The StockX for pre-owned luxury watches, Crown & Caliber, has solved the problem of selling and buying premium used timepieces online.
Because it’s a pain to sell your $11,000 Omega on Craigslist.
CEO Hamilton Powell got the idea for Crown & Caliber five years ago during his career in private equity. He was having lunch with a friend who was trying to sell his Patek Philippe Gondola (a watch that retails for around $15,000) on eBay and Craigslist. First came the offers from far-off princes who swore to wire the money after receiving the watch. Then came meet-up suggestions in dark, deserted parking lots. This friend eventually drove around to local jewelry stores, which offered him a lowball $5,200. He took the money and went back to the store the next day to see his watch on sale for $12,500.
With a background in finance, Powell went to the data and found “about $5 billion dollars’ worth of Swiss mechanical watches are sold at retail, meaning 100 billion watches are floating around in this country,” he tells The Manual. “Until we had started Crown & Caliber, it was really hard for people to transact with this used inventory, since it’s so hard to trust buyers and sellers of used watches.”
This isn’t your old dining table. Buying and selling pre-owned watches is like buying and selling a pre-owned car.
“The risk is multiplied in the luxury category because of authenticity, but with watches particularly there’s an added risk of functionality,” Powell says. “When you’re buying a Hermes handbag, you want to know it’s made by the designer, but the difference is a Rolex has as much as 300 moving parts, the complexity of a car, and each one needs to be functional.”
Crown & Caliber verifies both authenticity and function with a watch-making team of 11 with histories working for Rolex, Cartier, etc., who are dedicated to servicing the watches before they get listed on the site. Sure, that Craigslist Breitling might be legit, but it also might have been filled with water and ruined on the inside.

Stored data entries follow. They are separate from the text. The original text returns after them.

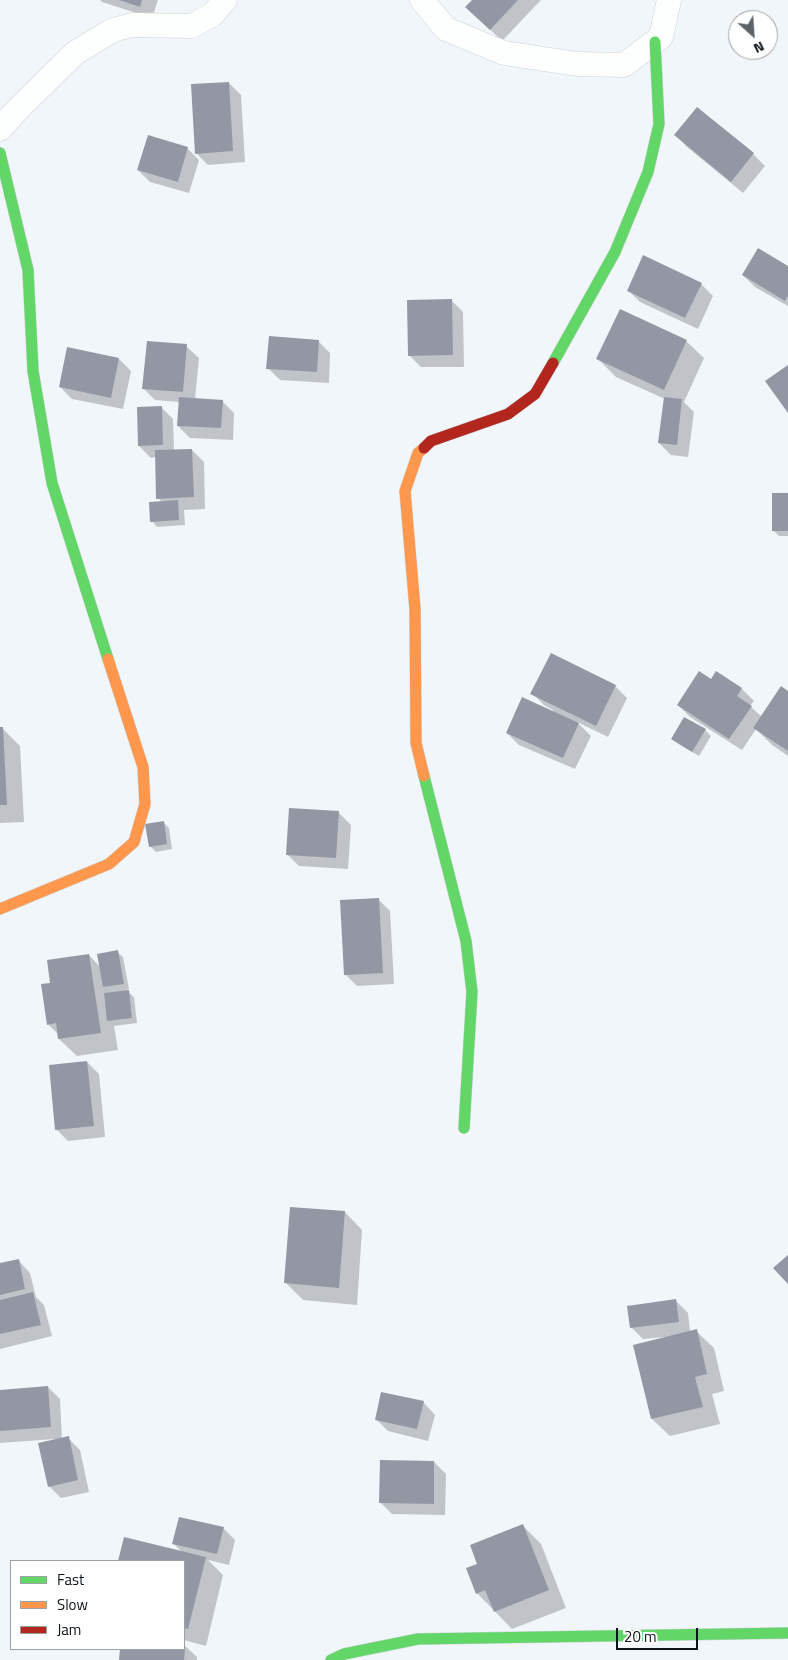 <!DOCTYPE html>
<style>
body{margin:0}
#map{position:relative;width:788px;height:1660px;overflow:hidden;background:#f1f6fa;font-family:"Titillium Web",sans-serif}
canvas{display:block}
.legend{position:absolute;left:10px;top:1560px;width:175px;height:90px;box-sizing:border-box;background:#fff;border:1px solid #9da1a3;margin:0;padding:6px 9px;list-style:none;font-size:15px;color:#0b141a}
.legend li{display:flex;align-items:center;gap:10px;height:25px}
.legend b{width:25px;border:1px solid #9da1a3}
.north{position:absolute;left:728px;top:10px;width:50px;height:50px;box-sizing:border-box;background:#fff;border:1px solid #9da1a3;border-radius:50%;rotate:154deg;font-size:14px;font-weight:700;line-height:20px;text-align:center;color:#0b141a}
.north::after{content:'';display:block;margin:auto;width:18px;height:22px;background:#5c6368;clip-path:polygon(50% 0,100% 100%,50% 72%,0 100%)}
.scale{position:absolute;left:616px;top:1628px;width:82px;height:22px;box-sizing:border-box;border:2px solid #0b141a;border-top:0;padding-left:6px;font-size:15px;line-height:18px;white-space:nowrap;color:#0b141a;-webkit-text-stroke:4px #fff;paint-order:stroke}
</style>
<div id="map">
<canvas width="788" height="1660"></canvas>
<ul class="legend">
<li><b style="height:6px;background:#63d668"></b>Fast</li>
<li><b style="height:6px;background:#ff974d"></b>Slow</li>
<li><b style="height:6px;background:#b3261e"></b>Jam</li>
</ul>
<div class="north">N</div>
<div class="scale">20 m</div>
</div>
<script>
const c = document.querySelector('canvas').getContext('2d');
c.lineJoin = 'round';
function fillPath(path, color) {
  c.fillStyle = color;
  c.fill(path, 'evenodd');
}
function toPath(rows) {
  const path = new Path2D();
  for (const r of rows) {
    path.moveTo(r[0], r[1]);
    for (let i = 2; i < r.length; i += 2) path.lineTo(r[i], r[i + 1]);
  }
  return path;
}
function strokePath(path, color, width, dash) {
  c.strokeStyle = color;
  c.lineWidth = width;
  c.lineCap = dash ? 'butt' : 'round';
  c.setLineDash(dash || []);
  c.stroke(path);
}
const shadow = toPath([
 [100,0,158,0,152,18,102,2],
 [474,0,541,0,502,41,479,19],
 [229,83,241,95,245,162,208,165,196,153],
 [697,108,753,154,765,166,743,193,687,147,676,135],
 [187,148,199,160,189,193,150,182,138,170],
 [788,267,788,306,755,287,743,275],
 [701,284,713,296,698,329,640,302,628,290],
 [451,300,463,312,464,367,421,367,409,355],
 [318,341,330,353,329,383,280,380,268,368],
 [686,341,704,358,684,402,694,412,688,457,671,455,659,443,665,399,616,377,598,359],
 [186,346,199,358,195,399,222,401,234,413,233,440,190,438,178,426,180,402,155,400,143,388],
 [119,359,131,371,123,409,72,399,60,387],
 [161,407,173,419,174,451,192,450,204,462,205,509,184,510,185,525,157,527,152,521,162,502,158,498,156,457,151,458,139,446],
 [788,494,788,536,779,536,773,530],
 [717,673,742,689,754,701,750,706,762,717,788,693,788,756,772,745,756,729,742,750,690,717,678,705,711,681],
 [615,686,627,698,608,737,577,722,591,736,575,769,519,745,507,733,552,712,553,710,544,705,532,693],
 [0,728,2,728,20,746,24,822,0,823],
 [705,730,711,736,699,756,679,744,673,738],
 [339,813,351,825,348,869,299,866,287,854],
 [163,822,169,828,172,849,156,852,150,846],
 [378,899,390,911,394,984,357,986,345,974],
 [117,952,123,957,129,989,126,990,134,997,137,1023,114,1026,118,1050,77,1056,59,1039,59,1035,48,1024,52,984,89,955,101,968],
 [87,1062,99,1074,105,1137,68,1141,56,1129],
 [345,1212,362,1230,357,1305,303,1300,286,1283],
 [18,1260,30,1273,36,1297,44,1305,52,1336,0,1349,0,1264],
 [676,1301,688,1313,690,1332,696,1331,714,1348,724,1391,712,1394,720,1424,670,1436,652,1419,635,1346,665,1338,664,1337,643,1339,631,1327],
 [48,1387,60,1399,62,1439,68,1438,80,1450,89,1492,61,1498,49,1486,55,1439,0,1443,0,1391],
 [423,1402,435,1415,428,1441,388,1431,376,1419],
 [434,1462,446,1474,445,1515,392,1514,380,1502],
 [523,1526,541,1544,566,1608,512,1629,477,1593,479,1564],
 [223,1528,235,1540,229,1565,208,1560,223,1575,206,1646,184,1640,184,1561,119,1561,125,1538,182,1552,173,1543],
 [184,1645,197,1657,197,1660,120,1660,122,1649,184,1649]
]);
const building = toPath([
 [119,0,142,0,140,7],
 [472,0,518,0,490,30,465,7],
 [229,82,233,151,195,154,191,84],
 [697,107,754,153,731,182,674,135],
 [148,135,188,147,178,182,137,170],
 [758,248,788,266,788,296,785,301,742,275],
 [643,255,702,283,685,318,627,291],
 [452,299,453,355,408,356,407,300],
 [620,309,687,340,664,390,596,359],
 [269,336,319,340,317,372,266,369],
 [147,341,187,344,183,392,142,389],
 [67,347,119,358,111,398,59,387],
 [788,365,788,413,765,381],
 [179,397,223,400,221,428,177,426],
 [664,397,682,399,677,445,658,443],
 [162,406,163,445,138,446,137,407],
 [192,449,194,497,156,499,155,450],
 [772,493,788,493,788,531,772,531],
 [178,500,179,520,150,522,149,502],
 [551,653,616,685,596,726,530,694],
 [699,671,711,679,716,671,742,688,737,696,752,706,729,739,677,705],
 [781,686,788,691,788,751,753,728],
 [522,697,579,723,563,758,506,733],
 [684,717,706,729,692,752,671,739],
 [0,727,3,727,7,805,0,805],
 [289,808,339,811,336,858,286,855],
 [164,821,167,844,149,847,145,824],
 [379,898,383,973,344,975,340,900],
 [118,950,124,984,103,987,97,954],
 [89,954,101,1033,58,1039,56,1023,47,1025,41,984,50,983,47,960],
 [129,990,132,1018,107,1021,104,993],
 [87,1061,94,1126,55,1130,49,1065],
 [290,1207,345,1211,339,1288,284,1283],
 [788,1255,788,1284,773,1268],
 [19,1259,25,1289,0,1295,0,1263],
 [33,1292,41,1325,0,1334,0,1300],
 [676,1299,679,1322,630,1328,627,1306],
 [697,1329,707,1374,695,1377,703,1407,651,1419,633,1345],
 [48,1386,51,1427,0,1431,0,1390],
 [381,1392,424,1401,417,1429,375,1420],
 [69,1436,78,1480,48,1487,38,1443],
 [380,1460,434,1461,434,1504,379,1503],
 [179,1517,224,1527,217,1554,172,1544],
 [523,1524,549,1590,494,1612,485,1590,476,1594,466,1568,477,1564,470,1545],
 [124,1537,206,1557,188,1629,184,1628,184,1561,118,1561],
 [120,1649,185,1649,184,1660,119,1660]
]);
const street = toPath([
 [422,0,446,29,504,53,577,64,624,65,661,37,669,0],
 [0,129,19,108,75,53,113,30,132,25,192,26,213,14,225,0]
]);
const fast = toPath([
 [0,153,28,270,33,371,52,483,108,659],
 [553,363,615,252,648,172,659,124,655,42],
 [424,776,466,941,472,992,464,1128],
 [331,1660,344,1654,418,1639,788,1633]
]);
const slow = toPath([
 [424,448,418,453,405,491,415,609,416,743,424,776],
 [0,909,109,864,134,842,145,804,143,767,108,659]
]);
const jam = toPath([
 [424,448,431,441,508,414,535,394,553,363]
]);
fillPath(shadow, '#0003');
fillPath(building, '#9297a3');
strokePath(street, '#ccd4d9', 25);
strokePath(fast, '#ccd4d9', 12);
strokePath(slow, '#ccd4d9', 12);
strokePath(jam, '#ccd4d9', 12);
strokePath(street, '#fdfefe', 24);
strokePath(fast, '#63d668', 11);
strokePath(slow, '#ff974d', 11);
strokePath(jam, '#b3261e', 11);
</script>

Why Buy a Pre-Owned Watch?
Powell says their largest group of consumers between the ages of 25-40 are savy enough to realize a new watch isn’t worth the depreciation. “When you buy brand new, you get a really nice experience. For some people the chandelier and marble experience is worth it the cost of depreciation from the moment you walk out of the store with it,” Powell says. “Buying preowned, you avoid the initial depreciation since the person selling already incurred it. Then if you want to sell it one day you don’t take that hit.”
How Crown & Caliber Works
Selling
Go to the website and click sell my watch. Enter a little info and click submit. The submission goes to experts that ping “a comprehensive database of pre-owned watches,” says Powell. The database prompts what C&C can pay you for your watch.
Then you get an offer. If you like that offer, you receive a prepaid and insured shipping label. Wrap up your watch and send it. C&C will then receive the watch in secure facility to verify authenticity. If all looks gravy, they pay you and you’re done. Easy.
Buying
Go to the website and browse the racks. Know that before a luxury watch is listed, it undergoes a servicing process that Powell compares to “going to the spa.”
“Sometimes it simply needs a polishing and recalibration and in others it needs full overhaul,” he says. The watch is spruced up in like-new condition, photos are taken, and the watch is listed. “A watch sells in an average of 62 days,” Powell adds. Once taken off the market, it’s shipped out to buyer with a full one-year warranty. As a buyer, you have a return period, no questions asked.
Crown & Caliber’s top selling luxury brands include Rolex, Omega, Breitling, Cartier, and Panerai, so there’s something for everyone at C&C.